Allerdings: Nur 30% der Teilnehmerinnen fühlen sich gleichberechtigt behandelt in Bezug auf das Gehalt. Und fast 57% der Frauen empfanden die Unterbrechung ihrer Berufstätigkeit wegen der Babypause als „Karriereknick“. Fast 55% der Befragten sagen, es gab einen Zeitpunkt in ihrem Berufsleben, an dem sie sich zwischen Familie und Karriere entscheiden mussten. Die Hälfte der Befragten meint zudem, dass Frauen zu wenig selbstbewusst sind, um nach einer Beförderung zu fragen. Und das, obwohl 63,59% der Frauen meinen, dass die Eventbranche mehr weibliche Führungskräfte braucht. Im branchenübergreifenden Vergleich: Die Frauenstudie von Accenture aus 2015 kam zu dem Ergebnis, dass bereits 65% der Frauen nach einer Beförderung oder einer Gehaltserhöhung gefragt haben.

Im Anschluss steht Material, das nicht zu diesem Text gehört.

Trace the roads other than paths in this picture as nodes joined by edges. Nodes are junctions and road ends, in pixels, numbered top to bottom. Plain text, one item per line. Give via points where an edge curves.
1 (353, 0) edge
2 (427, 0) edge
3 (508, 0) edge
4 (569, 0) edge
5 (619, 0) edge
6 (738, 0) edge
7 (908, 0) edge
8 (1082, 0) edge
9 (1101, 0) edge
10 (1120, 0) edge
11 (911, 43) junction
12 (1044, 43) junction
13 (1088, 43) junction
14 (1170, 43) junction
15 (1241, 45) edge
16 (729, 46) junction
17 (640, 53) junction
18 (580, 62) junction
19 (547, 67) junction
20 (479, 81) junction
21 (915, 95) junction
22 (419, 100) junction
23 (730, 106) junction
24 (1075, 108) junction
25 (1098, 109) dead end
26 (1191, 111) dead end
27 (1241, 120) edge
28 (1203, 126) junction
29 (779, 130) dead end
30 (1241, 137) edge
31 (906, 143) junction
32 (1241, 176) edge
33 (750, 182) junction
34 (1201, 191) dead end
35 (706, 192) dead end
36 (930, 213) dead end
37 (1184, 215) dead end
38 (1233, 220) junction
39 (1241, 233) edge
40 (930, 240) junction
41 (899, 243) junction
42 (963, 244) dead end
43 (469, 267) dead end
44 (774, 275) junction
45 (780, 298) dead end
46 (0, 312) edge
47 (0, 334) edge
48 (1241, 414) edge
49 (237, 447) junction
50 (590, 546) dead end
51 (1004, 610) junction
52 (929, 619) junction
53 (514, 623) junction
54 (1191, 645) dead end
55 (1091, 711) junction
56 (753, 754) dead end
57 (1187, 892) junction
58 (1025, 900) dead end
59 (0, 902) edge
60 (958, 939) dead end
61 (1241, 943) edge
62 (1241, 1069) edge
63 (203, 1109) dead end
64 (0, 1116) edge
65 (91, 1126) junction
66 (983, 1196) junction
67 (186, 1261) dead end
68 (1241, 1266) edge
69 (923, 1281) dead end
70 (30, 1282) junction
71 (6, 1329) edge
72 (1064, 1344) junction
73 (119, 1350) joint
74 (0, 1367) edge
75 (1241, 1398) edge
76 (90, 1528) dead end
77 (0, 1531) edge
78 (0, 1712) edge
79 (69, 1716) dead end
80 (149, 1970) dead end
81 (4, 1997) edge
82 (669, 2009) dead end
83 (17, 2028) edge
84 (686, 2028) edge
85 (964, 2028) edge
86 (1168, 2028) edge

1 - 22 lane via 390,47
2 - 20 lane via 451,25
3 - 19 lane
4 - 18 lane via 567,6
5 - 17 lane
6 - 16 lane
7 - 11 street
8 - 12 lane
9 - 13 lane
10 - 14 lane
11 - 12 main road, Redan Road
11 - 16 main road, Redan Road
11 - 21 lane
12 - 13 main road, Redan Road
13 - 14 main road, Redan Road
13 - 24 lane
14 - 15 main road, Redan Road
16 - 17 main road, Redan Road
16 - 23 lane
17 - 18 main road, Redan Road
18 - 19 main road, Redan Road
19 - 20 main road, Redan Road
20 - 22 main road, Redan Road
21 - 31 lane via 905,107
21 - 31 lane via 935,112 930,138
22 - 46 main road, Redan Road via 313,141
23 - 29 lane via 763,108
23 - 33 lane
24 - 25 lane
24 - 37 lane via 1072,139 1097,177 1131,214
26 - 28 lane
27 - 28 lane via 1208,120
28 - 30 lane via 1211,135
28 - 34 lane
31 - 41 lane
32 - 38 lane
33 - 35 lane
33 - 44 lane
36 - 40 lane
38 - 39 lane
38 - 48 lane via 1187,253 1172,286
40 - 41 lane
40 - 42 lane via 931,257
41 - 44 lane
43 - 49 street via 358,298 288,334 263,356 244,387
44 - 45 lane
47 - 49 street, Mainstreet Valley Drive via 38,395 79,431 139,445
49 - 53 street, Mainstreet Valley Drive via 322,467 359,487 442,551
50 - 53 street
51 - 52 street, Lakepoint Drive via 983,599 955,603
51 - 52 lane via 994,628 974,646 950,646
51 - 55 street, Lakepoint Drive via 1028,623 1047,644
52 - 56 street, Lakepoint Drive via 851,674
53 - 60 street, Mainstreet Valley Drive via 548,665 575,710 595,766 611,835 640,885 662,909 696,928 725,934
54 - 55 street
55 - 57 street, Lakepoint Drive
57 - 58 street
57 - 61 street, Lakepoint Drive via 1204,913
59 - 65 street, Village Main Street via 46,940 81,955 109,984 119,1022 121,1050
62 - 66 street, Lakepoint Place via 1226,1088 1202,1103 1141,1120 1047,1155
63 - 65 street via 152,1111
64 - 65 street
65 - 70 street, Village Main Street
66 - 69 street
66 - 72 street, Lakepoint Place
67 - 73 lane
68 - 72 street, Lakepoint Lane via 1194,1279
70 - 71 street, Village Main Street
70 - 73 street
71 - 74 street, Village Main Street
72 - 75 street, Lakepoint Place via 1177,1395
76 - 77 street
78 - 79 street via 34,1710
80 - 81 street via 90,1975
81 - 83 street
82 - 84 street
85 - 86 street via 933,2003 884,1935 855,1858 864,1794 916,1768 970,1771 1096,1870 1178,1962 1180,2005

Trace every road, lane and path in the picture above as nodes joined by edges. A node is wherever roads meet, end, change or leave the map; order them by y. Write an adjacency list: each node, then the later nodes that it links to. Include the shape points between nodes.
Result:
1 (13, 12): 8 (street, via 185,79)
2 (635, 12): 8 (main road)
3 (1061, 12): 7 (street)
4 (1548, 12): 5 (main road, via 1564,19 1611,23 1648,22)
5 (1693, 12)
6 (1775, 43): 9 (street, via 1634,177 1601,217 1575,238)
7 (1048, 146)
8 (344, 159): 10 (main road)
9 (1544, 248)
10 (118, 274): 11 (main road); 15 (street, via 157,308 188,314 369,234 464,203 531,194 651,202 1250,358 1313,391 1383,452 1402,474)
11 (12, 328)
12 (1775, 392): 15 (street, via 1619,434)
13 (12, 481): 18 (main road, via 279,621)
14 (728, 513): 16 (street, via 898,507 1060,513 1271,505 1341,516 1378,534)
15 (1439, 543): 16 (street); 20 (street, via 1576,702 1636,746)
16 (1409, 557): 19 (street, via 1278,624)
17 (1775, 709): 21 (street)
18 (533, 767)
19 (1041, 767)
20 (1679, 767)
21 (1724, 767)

Warum ist dies so? Liegt es an der Kultur der Unternehmen unserer Branche, an der Personalpolitik? Warum trauen sich anscheinend Frauen, die jahrelang einen „toughen“ Job als Projektleiter- oder Teamleiterinnen gemacht haben offensichtlich nicht, nach einer Beförderung oder nach mehr Gehalt zu fragen? Warum bringen sie sich nicht besser ins Spiel, wenn es um die Vergabe einer neuen Position geht? Die Ergebnisse der Umfrage sagen: sie trauen sich nicht. Warum nicht?
Neues Denken und neue Modelle für die MICE-Branche
Könnte es sein, dass es ein neues Denken, neue Modelle und Strukturen braucht, die es Frauen ermöglichen, Familie und Karriere oder auch die Work-Life-Balance besser zu vereinbaren? Ein neues Denken, das auch die weiblichen „Skills“ sieht und wertschätzt, auch – und gerade – in Führungspositionen. Ein Denken, das Frauen darin bestärkt, die Dinge auf ihre Art und Weise zu tun, anstatt männlichen Idealen entsprechen zu wollen? Dies verlangt auch Karin Nordmeyer, Vorsitzende des Deutschen Komitees für UN Women, die auf der ersten „She Means Business“ Konferenz am 14. Mai 2018 spricht: „Es muss im Denken der Männer ankommen, dass Frauen häufig andere Mittel und Wege nutzen möchten, um ihre Ziele, Visionen und Ideen durchzusetzen.“ Männer müssten anerkennen, dass es nicht nur „ihren“, den „männlichen Weg“ gibt, das Leben und die Arbeit zu gestalten.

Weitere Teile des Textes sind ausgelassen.